• **BRIEF**
Among the entries below, find the lines with the word "char" and copy them.

::: EXERCISE DATA :::

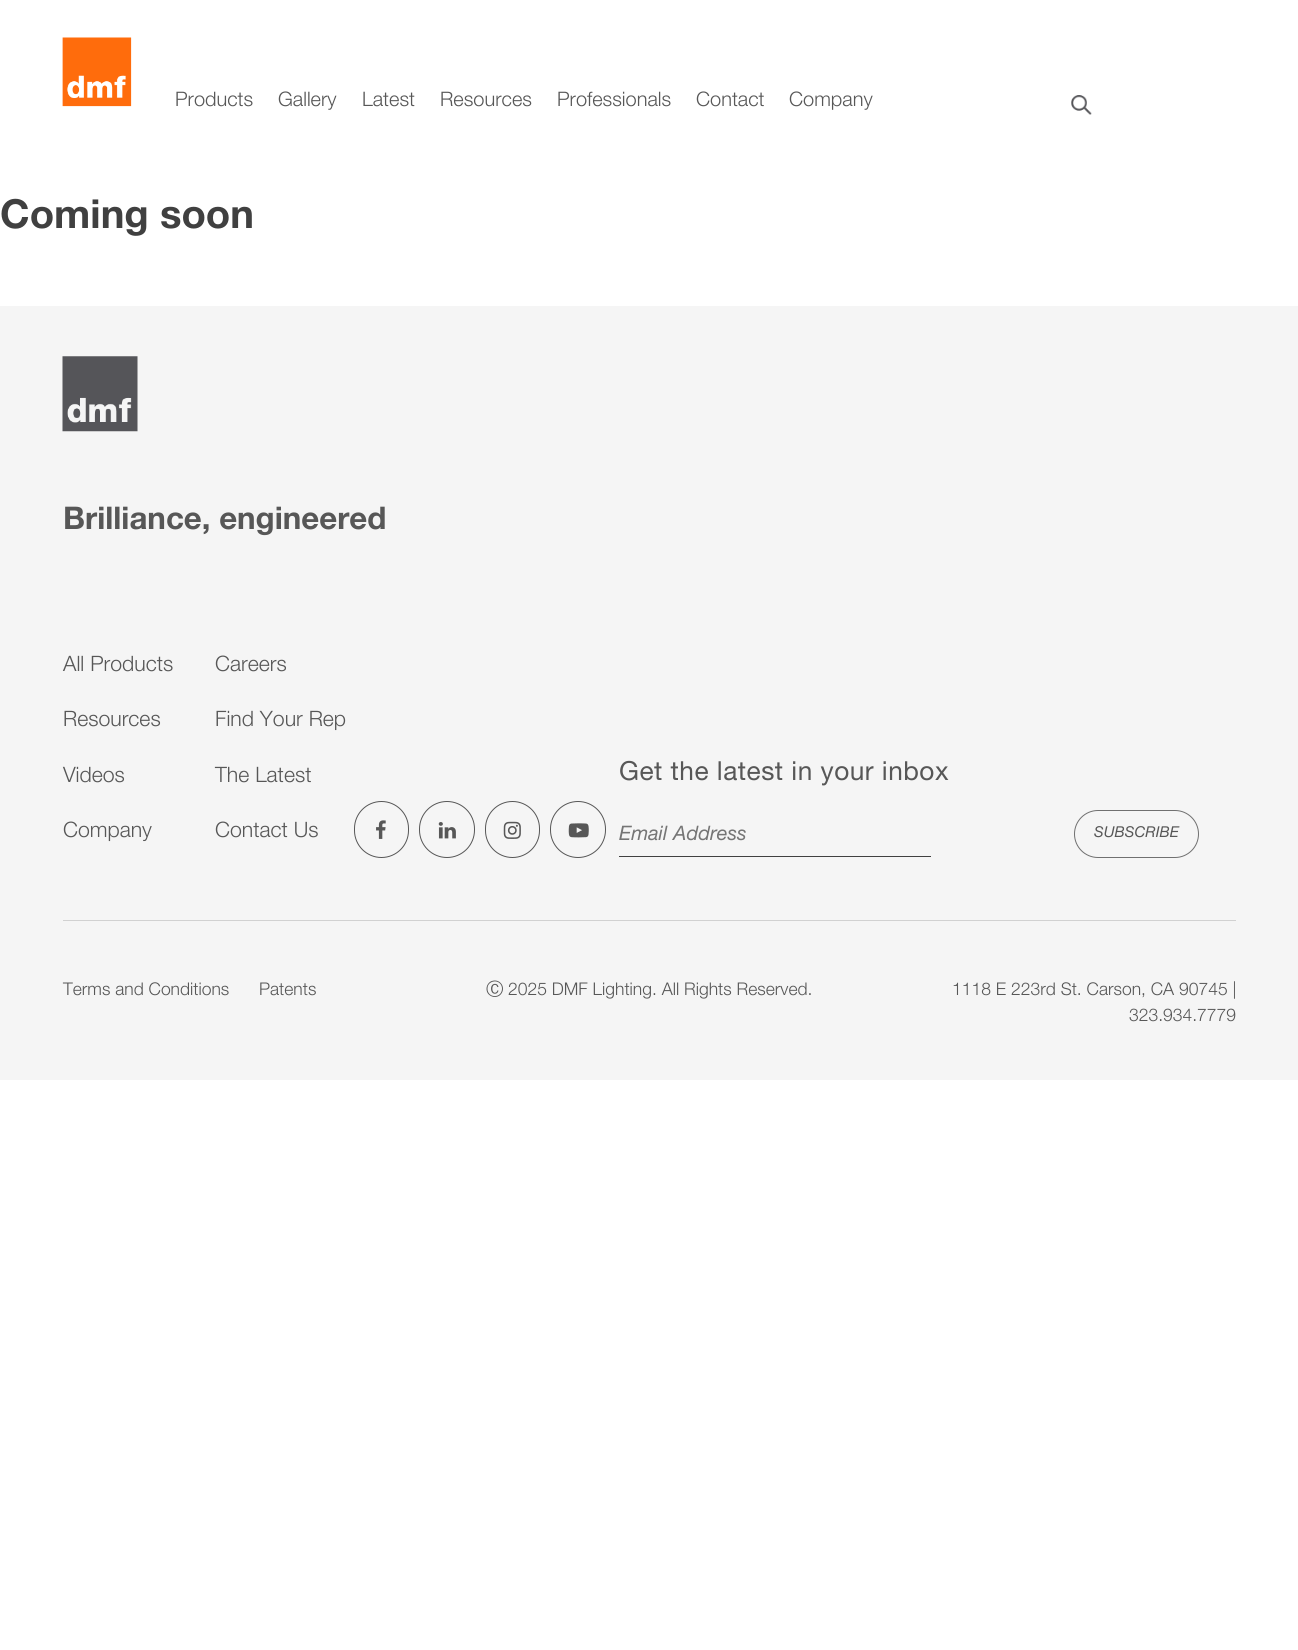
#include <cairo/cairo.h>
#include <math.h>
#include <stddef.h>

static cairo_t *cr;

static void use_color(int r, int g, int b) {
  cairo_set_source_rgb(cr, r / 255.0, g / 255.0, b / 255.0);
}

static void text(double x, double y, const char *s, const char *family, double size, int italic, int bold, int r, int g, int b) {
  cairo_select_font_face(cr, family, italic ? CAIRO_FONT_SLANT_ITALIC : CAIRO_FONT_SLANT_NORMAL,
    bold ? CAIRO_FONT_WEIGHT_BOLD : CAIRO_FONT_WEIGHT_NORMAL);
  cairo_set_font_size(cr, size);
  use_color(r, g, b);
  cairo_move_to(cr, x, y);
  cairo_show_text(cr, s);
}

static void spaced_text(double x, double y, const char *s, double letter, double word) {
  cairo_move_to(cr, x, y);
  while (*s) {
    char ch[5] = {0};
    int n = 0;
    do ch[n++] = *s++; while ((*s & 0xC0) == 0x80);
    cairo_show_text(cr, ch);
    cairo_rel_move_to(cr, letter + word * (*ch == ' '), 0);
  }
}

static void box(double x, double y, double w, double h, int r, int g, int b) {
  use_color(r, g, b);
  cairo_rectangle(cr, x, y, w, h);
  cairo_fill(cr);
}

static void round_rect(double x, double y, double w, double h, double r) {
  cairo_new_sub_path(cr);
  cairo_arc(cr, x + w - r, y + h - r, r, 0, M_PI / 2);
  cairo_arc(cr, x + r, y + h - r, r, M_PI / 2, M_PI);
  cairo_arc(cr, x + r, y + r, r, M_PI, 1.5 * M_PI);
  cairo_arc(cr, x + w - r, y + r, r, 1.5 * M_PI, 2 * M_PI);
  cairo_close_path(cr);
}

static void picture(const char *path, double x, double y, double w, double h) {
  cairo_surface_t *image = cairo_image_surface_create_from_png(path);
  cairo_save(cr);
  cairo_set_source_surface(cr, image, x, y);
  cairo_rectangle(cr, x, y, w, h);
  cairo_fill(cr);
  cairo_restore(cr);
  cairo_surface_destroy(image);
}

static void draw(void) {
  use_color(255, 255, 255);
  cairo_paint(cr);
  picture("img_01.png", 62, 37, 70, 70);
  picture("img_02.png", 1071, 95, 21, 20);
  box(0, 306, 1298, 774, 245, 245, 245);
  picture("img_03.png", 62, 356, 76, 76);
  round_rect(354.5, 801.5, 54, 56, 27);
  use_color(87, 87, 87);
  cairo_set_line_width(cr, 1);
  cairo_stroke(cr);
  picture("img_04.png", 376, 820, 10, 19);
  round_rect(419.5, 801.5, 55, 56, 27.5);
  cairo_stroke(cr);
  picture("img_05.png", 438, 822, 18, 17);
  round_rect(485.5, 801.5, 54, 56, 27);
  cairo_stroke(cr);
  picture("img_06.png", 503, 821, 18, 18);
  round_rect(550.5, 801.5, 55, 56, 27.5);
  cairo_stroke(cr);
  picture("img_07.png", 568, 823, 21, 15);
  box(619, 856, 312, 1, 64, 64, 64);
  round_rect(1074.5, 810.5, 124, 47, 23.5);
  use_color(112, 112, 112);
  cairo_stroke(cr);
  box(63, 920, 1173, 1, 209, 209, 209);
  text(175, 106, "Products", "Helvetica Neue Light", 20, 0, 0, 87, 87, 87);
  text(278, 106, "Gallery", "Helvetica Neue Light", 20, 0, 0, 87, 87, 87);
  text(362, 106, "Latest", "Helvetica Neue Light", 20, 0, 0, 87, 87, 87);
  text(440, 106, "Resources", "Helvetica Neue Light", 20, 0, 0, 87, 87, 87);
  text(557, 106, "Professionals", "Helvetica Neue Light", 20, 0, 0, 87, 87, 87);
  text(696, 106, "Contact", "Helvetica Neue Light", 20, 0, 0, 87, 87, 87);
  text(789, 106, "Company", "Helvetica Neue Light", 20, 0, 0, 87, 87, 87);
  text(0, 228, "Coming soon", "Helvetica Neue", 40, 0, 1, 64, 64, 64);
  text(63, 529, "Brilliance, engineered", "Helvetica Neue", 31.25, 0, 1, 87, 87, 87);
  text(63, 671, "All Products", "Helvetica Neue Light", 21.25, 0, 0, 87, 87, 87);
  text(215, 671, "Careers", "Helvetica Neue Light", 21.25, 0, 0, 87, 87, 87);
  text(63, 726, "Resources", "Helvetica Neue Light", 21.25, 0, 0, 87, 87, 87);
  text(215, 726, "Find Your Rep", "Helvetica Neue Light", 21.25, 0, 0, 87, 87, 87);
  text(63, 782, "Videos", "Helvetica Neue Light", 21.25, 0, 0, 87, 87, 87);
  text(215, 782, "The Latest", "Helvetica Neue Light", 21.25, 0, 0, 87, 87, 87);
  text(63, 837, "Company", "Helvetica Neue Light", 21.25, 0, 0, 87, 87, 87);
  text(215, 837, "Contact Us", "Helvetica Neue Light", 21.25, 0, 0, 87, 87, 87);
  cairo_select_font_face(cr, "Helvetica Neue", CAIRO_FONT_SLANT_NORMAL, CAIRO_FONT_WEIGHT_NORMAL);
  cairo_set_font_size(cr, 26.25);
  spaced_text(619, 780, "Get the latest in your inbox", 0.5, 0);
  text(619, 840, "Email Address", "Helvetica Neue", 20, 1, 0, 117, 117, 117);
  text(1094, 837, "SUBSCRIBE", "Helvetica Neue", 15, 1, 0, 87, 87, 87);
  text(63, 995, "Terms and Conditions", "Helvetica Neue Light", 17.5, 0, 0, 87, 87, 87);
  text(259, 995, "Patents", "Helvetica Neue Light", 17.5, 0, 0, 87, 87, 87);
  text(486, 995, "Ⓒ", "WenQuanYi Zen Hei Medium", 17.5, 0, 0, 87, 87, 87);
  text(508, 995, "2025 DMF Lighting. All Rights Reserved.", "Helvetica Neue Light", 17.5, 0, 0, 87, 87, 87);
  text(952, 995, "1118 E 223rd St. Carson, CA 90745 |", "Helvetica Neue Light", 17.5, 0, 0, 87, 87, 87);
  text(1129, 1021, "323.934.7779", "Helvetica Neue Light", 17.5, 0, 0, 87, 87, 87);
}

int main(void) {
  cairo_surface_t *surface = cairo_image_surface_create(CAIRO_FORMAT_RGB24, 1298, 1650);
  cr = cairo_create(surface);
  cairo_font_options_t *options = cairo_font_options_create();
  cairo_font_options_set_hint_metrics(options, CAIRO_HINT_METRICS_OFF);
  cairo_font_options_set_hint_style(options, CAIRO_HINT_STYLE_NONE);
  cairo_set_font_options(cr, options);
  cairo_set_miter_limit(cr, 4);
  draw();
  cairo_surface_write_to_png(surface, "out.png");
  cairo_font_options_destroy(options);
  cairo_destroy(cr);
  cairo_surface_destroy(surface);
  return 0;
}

:::

• **REPLY**
static void text(double x, double y, const char *s, const char *family, double size, int italic, int bold, int r, int g, int b) {
static void spaced_text(double x, double y, const char *s, double letter, double word) {
    char ch[5] = {0};
static void picture(const char *path, double x, double y, double w, double h) {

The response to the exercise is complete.